[Records from a data collection]

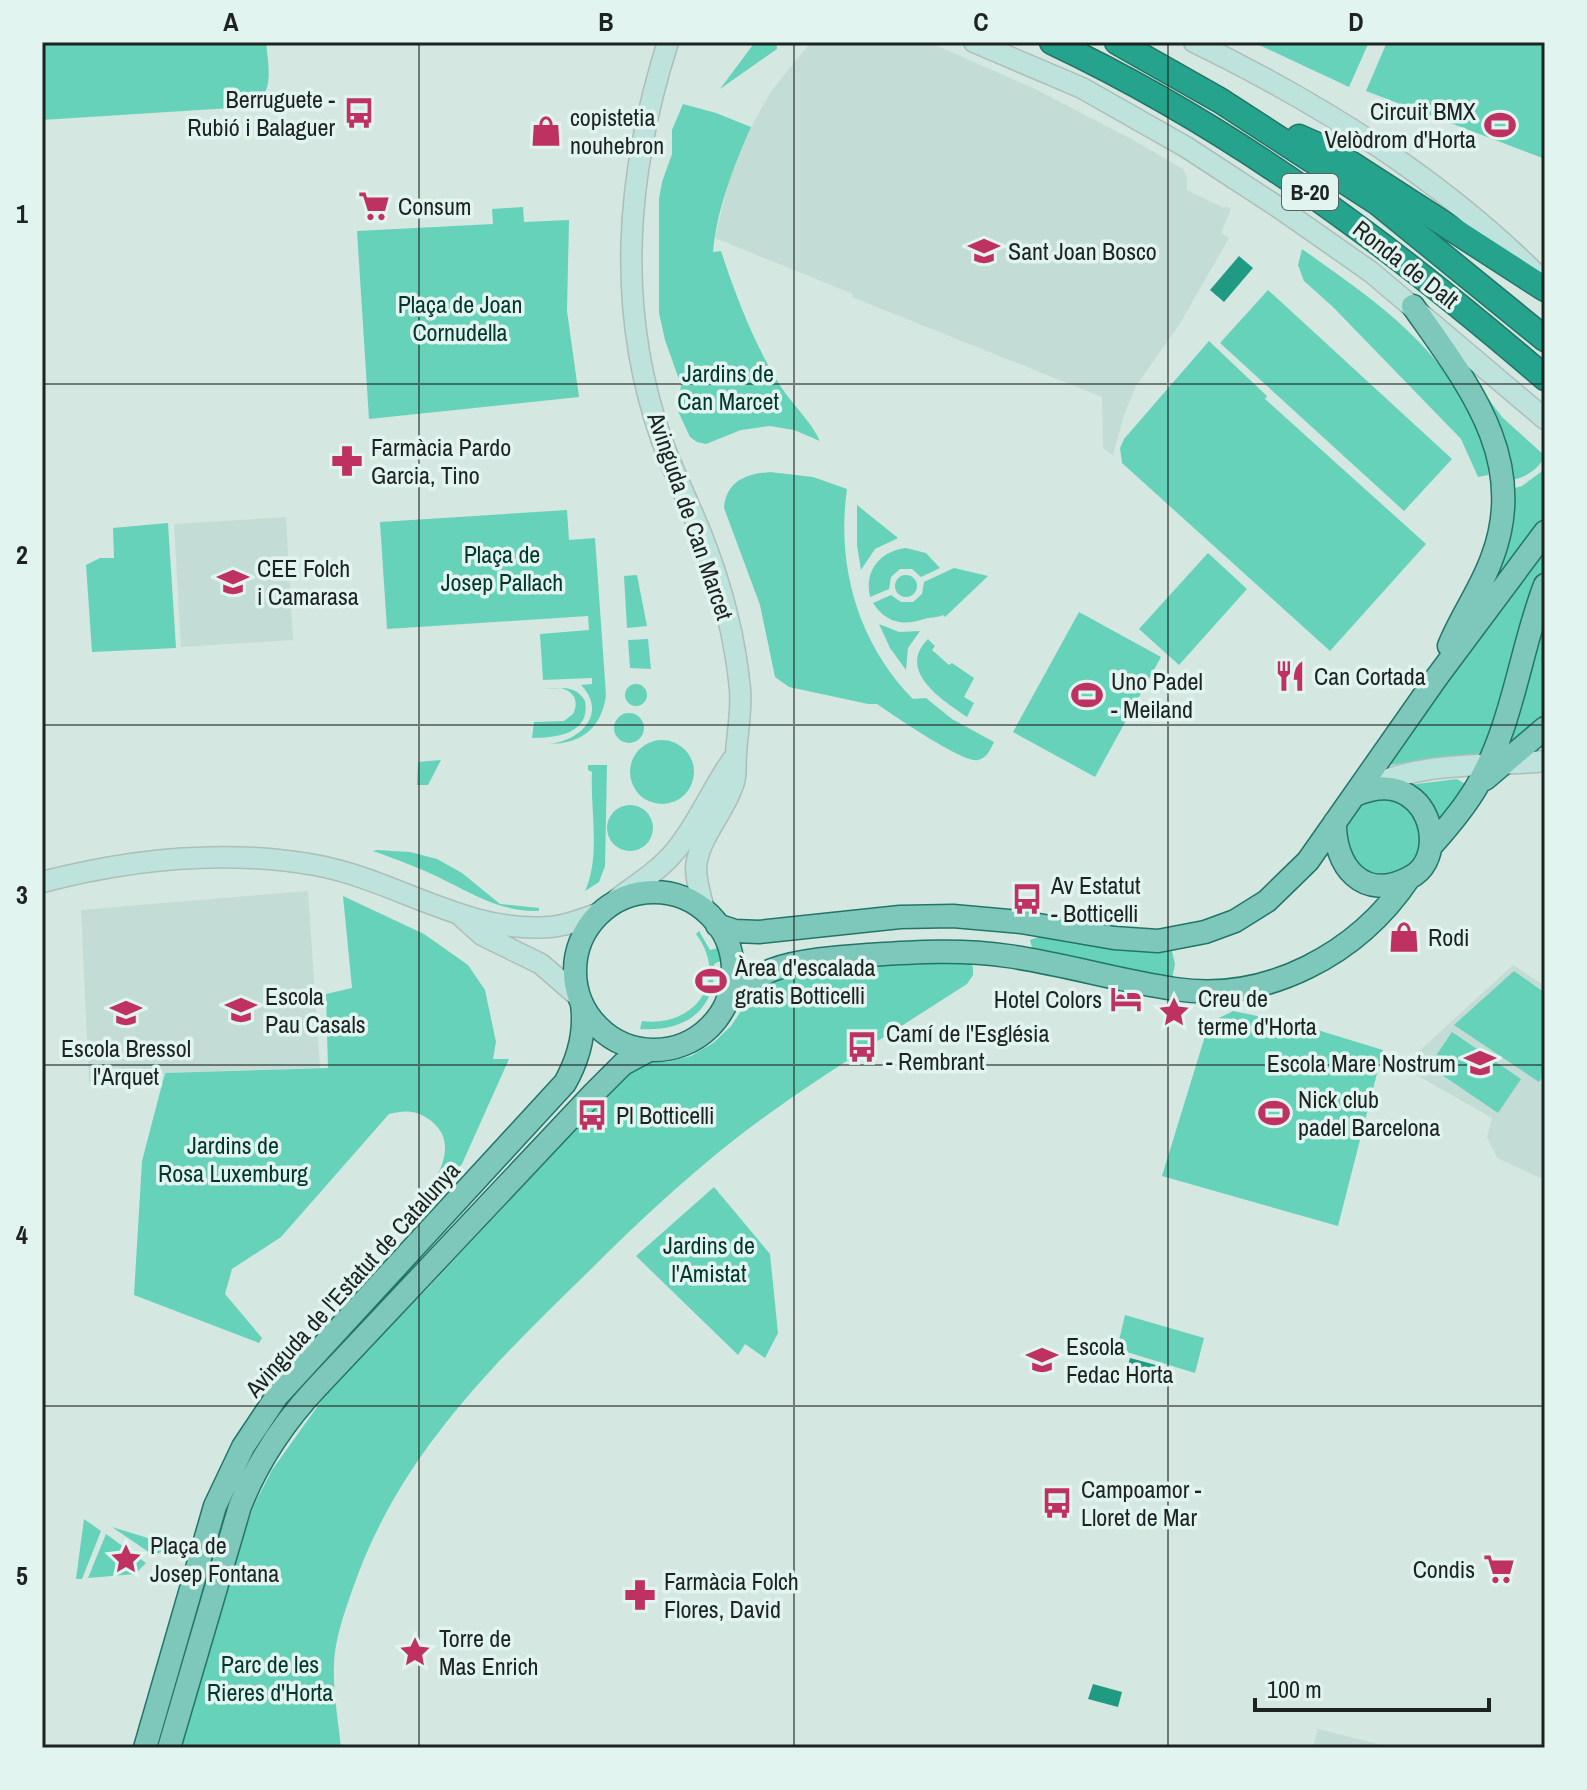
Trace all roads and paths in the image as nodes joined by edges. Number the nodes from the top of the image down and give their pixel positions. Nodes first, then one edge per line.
1 (668, 42) edge
2 (974, 42) edge
3 (1052, 42) edge
4 (1117, 42) edge
5 (1194, 42) edge
6 (1212, 96) junction
7 (1545, 283) edge
8 (1545, 289) edge
9 (1413, 306) junction
10 (1545, 339) edge
11 (1545, 378) edge
12 (1545, 419) edge
13 (1545, 532) edge
14 (1545, 585) edge
15 (1437, 677) junction
16 (1545, 728) edge
17 (736, 756) junction
18 (1545, 761) edge
19 (1495, 765) junction
20 (1355, 795) junction
21 (1335, 822) junction
22 (1432, 845) junction
23 (1409, 878) junction
24 (42, 882) edge
25 (610, 906) junction
26 (456, 912) junction
27 (711, 917) junction
28 (581, 1001) junction
29 (727, 1001) junction
30 (649, 1050) junction
31 (145, 1748) edge
32 (169, 1748) edge

1 - 17 street, Avinguda de Can Marcet
2 - 9 street
3 - 11 highway, Ronda de Dalt / B-20
4 - 6 highway, Ronda de Dalt / B-20
5 - 7 street
6 - 8 highway
6 - 10 highway, Ronda de Dalt / B-20
9 - 12 street
9 - 15 main road
13 - 15 main road
14 - 19 main road
15 - 20 main road
16 - 19 main road
17 - 25 street, Avinguda de Can Marcet
17 - 27 street, Avinguda de Can Marcet
18 - 19 street
19 - 20 street
19 - 22 main road
20 - 21 main road
20 - 22 main road
21 - 23 main road
21 - 27 main road
22 - 23 main road
23 - 29 main road
24 - 26 street
25 - 26 street, Avinguda de Can Marcet
25 - 27 main road
25 - 28 main road
26 - 28 street
27 - 29 main road
28 - 30 main road
28 - 31 main road, Avinguda de l'Estatut de Catalunya
29 - 30 main road
30 - 32 main road, Avinguda de l'Estatut de Catalunya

Work instruction:
Every line above should be copied exactly, apart from any pictures.

Output of the exercise:
Trace all roads and paths in the image as nodes joined by edges. Number the nodes from the top of the image down and give their pixel positions. Nodes first, then one edge per line.
1 (668, 42) edge
2 (974, 42) edge
3 (1052, 42) edge
4 (1117, 42) edge
5 (1194, 42) edge
6 (1212, 96) junction
7 (1545, 283) edge
8 (1545, 289) edge
9 (1413, 306) junction
10 (1545, 339) edge
11 (1545, 378) edge
12 (1545, 419) edge
13 (1545, 532) edge
14 (1545, 585) edge
15 (1437, 677) junction
16 (1545, 728) edge
17 (736, 756) junction
18 (1545, 761) edge
19 (1495, 765) junction
20 (1355, 795) junction
21 (1335, 822) junction
22 (1432, 845) junction
23 (1409, 878) junction
24 (42, 882) edge
25 (610, 906) junction
26 (456, 912) junction
27 (711, 917) junction
28 (581, 1001) junction
29 (727, 1001) junction
30 (649, 1050) junction
31 (145, 1748) edge
32 (169, 1748) edge

1 - 17 street, Avinguda de Can Marcet
2 - 9 street
3 - 11 highway, Ronda de Dalt / B-20
4 - 6 highway, Ronda de Dalt / B-20
5 - 7 street
6 - 8 highway
6 - 10 highway, Ronda de Dalt / B-20
9 - 12 street
9 - 15 main road
13 - 15 main road
14 - 19 main road
15 - 20 main road
16 - 19 main road
17 - 25 street, Avinguda de Can Marcet
17 - 27 street, Avinguda de Can Marcet
18 - 19 street
19 - 20 street
19 - 22 main road
20 - 21 main road
20 - 22 main road
21 - 23 main road
21 - 27 main road
22 - 23 main road
23 - 29 main road
24 - 26 street
25 - 26 street, Avinguda de Can Marcet
25 - 27 main road
25 - 28 main road
26 - 28 street
27 - 29 main road
28 - 30 main road
28 - 31 main road, Avinguda de l'Estatut de Catalunya
29 - 30 main road
30 - 32 main road, Avinguda de l'Estatut de Catalunya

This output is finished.